───── Given records ─────

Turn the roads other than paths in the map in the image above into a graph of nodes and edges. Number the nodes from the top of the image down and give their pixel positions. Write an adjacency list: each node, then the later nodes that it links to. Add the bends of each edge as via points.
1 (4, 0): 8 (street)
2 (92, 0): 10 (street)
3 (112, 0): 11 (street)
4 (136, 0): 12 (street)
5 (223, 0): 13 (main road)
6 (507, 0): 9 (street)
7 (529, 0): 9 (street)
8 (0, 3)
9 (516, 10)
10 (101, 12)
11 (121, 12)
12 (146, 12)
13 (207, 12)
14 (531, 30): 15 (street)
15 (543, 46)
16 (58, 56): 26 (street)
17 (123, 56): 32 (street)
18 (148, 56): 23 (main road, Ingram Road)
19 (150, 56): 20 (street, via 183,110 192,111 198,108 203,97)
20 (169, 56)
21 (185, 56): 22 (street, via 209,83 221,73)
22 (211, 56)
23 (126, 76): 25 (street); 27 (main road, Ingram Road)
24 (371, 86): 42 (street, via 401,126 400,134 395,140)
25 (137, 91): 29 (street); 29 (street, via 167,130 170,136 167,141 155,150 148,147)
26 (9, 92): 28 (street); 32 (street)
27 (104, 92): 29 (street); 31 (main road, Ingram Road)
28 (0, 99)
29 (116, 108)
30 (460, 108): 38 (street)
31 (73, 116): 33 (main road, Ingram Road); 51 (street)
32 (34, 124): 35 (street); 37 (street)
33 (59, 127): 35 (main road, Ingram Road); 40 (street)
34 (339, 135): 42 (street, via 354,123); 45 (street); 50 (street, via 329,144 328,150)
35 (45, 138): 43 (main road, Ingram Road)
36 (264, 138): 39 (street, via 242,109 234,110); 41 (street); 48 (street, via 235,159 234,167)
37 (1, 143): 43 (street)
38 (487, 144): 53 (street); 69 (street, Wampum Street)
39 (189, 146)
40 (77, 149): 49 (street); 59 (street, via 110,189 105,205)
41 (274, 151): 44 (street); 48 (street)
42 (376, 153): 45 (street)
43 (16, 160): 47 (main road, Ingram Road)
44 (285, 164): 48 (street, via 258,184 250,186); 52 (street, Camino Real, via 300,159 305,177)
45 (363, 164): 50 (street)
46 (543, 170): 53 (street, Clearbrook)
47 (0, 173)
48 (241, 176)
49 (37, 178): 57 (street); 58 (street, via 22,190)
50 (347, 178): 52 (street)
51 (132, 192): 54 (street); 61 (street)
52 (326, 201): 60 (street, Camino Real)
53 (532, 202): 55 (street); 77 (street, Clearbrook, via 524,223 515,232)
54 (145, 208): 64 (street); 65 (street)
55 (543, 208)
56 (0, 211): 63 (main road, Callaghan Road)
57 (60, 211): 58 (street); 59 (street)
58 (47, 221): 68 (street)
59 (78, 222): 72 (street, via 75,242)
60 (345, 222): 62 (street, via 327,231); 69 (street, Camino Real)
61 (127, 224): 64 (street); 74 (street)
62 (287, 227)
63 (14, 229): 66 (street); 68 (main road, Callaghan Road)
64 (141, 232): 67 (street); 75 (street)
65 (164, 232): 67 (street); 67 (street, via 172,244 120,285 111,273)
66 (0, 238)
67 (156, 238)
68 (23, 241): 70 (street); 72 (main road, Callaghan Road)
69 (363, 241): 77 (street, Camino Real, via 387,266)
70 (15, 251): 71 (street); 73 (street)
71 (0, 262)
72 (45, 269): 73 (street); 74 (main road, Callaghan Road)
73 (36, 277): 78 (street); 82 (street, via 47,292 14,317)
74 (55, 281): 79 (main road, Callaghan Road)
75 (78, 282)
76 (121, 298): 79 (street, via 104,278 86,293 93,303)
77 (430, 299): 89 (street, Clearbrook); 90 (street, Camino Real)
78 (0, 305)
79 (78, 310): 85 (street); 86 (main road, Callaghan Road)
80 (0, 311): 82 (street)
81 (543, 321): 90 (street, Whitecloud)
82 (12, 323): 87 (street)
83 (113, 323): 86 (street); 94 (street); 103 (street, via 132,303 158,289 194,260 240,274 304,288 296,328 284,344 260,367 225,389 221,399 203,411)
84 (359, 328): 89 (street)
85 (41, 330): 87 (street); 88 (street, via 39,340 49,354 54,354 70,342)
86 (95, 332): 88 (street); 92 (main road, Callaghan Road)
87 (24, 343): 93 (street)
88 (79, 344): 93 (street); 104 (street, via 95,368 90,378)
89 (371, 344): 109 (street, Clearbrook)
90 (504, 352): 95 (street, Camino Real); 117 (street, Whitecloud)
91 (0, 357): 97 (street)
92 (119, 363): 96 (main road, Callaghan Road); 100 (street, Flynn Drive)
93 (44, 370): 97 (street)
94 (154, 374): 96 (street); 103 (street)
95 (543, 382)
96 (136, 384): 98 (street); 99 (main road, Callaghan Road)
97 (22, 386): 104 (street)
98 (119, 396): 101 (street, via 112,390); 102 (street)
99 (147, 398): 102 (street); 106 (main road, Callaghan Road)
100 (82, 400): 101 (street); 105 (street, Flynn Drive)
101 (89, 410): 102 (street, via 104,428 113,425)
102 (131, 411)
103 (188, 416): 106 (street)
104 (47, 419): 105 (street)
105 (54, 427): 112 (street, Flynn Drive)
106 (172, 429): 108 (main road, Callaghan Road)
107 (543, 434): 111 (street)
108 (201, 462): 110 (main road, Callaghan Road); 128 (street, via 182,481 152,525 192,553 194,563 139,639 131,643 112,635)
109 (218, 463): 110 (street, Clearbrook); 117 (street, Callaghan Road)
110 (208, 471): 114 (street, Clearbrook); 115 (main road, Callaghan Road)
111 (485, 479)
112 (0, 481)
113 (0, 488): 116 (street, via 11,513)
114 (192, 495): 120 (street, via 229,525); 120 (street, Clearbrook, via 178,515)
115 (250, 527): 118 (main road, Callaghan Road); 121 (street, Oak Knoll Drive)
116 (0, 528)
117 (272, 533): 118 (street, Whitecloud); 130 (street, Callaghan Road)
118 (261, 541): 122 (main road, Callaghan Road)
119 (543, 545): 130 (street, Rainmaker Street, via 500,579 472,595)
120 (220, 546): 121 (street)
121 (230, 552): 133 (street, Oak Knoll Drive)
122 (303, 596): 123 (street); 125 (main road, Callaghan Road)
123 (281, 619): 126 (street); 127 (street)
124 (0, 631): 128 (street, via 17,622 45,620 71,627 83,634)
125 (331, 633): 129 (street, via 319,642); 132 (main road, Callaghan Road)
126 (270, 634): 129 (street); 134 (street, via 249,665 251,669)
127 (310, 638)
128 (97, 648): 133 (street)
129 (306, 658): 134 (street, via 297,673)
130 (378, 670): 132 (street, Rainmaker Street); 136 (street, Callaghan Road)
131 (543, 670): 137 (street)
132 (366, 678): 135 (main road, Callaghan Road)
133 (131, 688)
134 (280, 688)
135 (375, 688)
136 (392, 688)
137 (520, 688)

─────

| Problem to solve |
In the listing above, find each line where "Camino" occurs and copy it.

| Response to this task |
44 (285, 164): 48 (street, via 258,184 250,186); 52 (street, Camino Real, via 300,159 305,177)
52 (326, 201): 60 (street, Camino Real)
60 (345, 222): 62 (street, via 327,231); 69 (street, Camino Real)
69 (363, 241): 77 (street, Camino Real, via 387,266)
77 (430, 299): 89 (street, Clearbrook); 90 (street, Camino Real)
90 (504, 352): 95 (street, Camino Real); 117 (street, Whitecloud)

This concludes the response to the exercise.